For those following this merger review closely, this study is a must read:

Why is this study important?

  • First, Google's main defense of why this merger of two powerful Internet players in a highly concentrated market is not anti-competitive is that Google and DoubleClick are not real competitors. If in fact they don't compete, the merger would not be an anti-competitive concentration of market power "horizontally" in the same market.
    • This definition of the relevant market is highly significant to the ultimate outcome of this merger review.
      • If the FTC believes the merger is not a combination of competitors in the same "horizontal" market, the merger is more likely than not to be ultimately approved.
      • If, however, the FTC believes they indeed do compete with each other, and that this is a "horizontal" combination, the merger is at much greater risk of disapproval.
    • Thus the relevance and contribution of this new analysis, with its new third-party survey of how actual customers would react to changes in prices of DoubleClick's offerings, is telling.
      • The survey suggests that customers would indeed shift ad business away from DoubleClick, if their prices increased and that the most likely beneficiary of that shifted business would go to... surprise... Google!
      • Why this is so significant is that this survey is one of the investigative methods that the FTC views as most reliable in determining if a merger would yield anti-competitive effects.
      • At a minimum, it obligates FTC investigators to replicate this type of survey to either confirm or debunk this survey's facts and analysis.
  • The second major contribution of this academic analysis is to run several "HHI" indicies from different angles to see if this combination creates the "presumption of market power."
    • The HHI index is a common antitrust horthand tool (i.e. the sum of the squares of market shares) that suggests whether or not more investigation is warranted.
    • This study slices the HHI analysis in several different ways and in each cut, the presumption is that this is a highly concentrated market and that the combination would create market power.
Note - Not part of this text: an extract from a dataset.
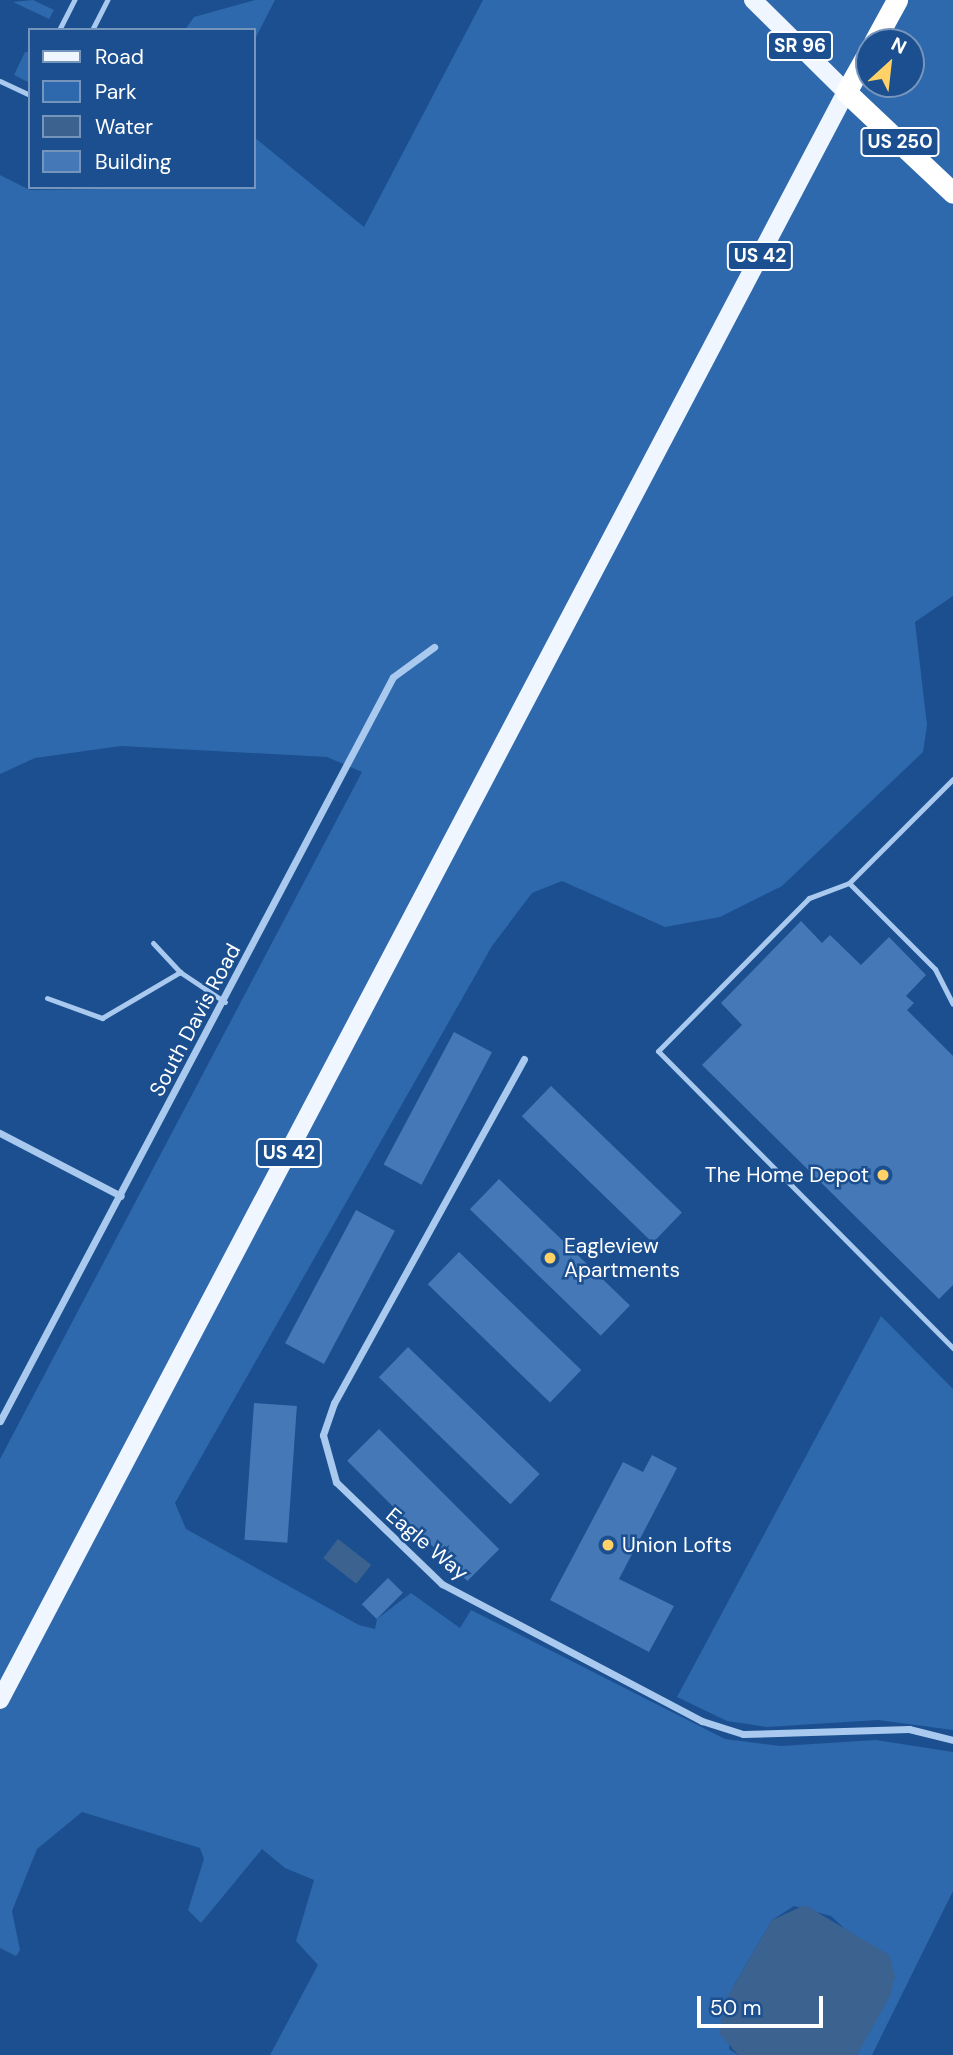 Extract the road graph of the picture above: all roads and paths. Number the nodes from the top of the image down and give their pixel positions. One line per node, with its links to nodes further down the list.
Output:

Bottomline: This study's new third-party survey challenges the conventional wisdom that Google has created that Google and DoubleClick do not compete therefore this merger is not anti-competitive.

  • If the FTC's own surveys and investigation comport with this survey, that actual customers would shift business based on a price increase, that would be strong evidence that this merger would "substantially lessen competition" and put the merger at more serious risk of disapproval.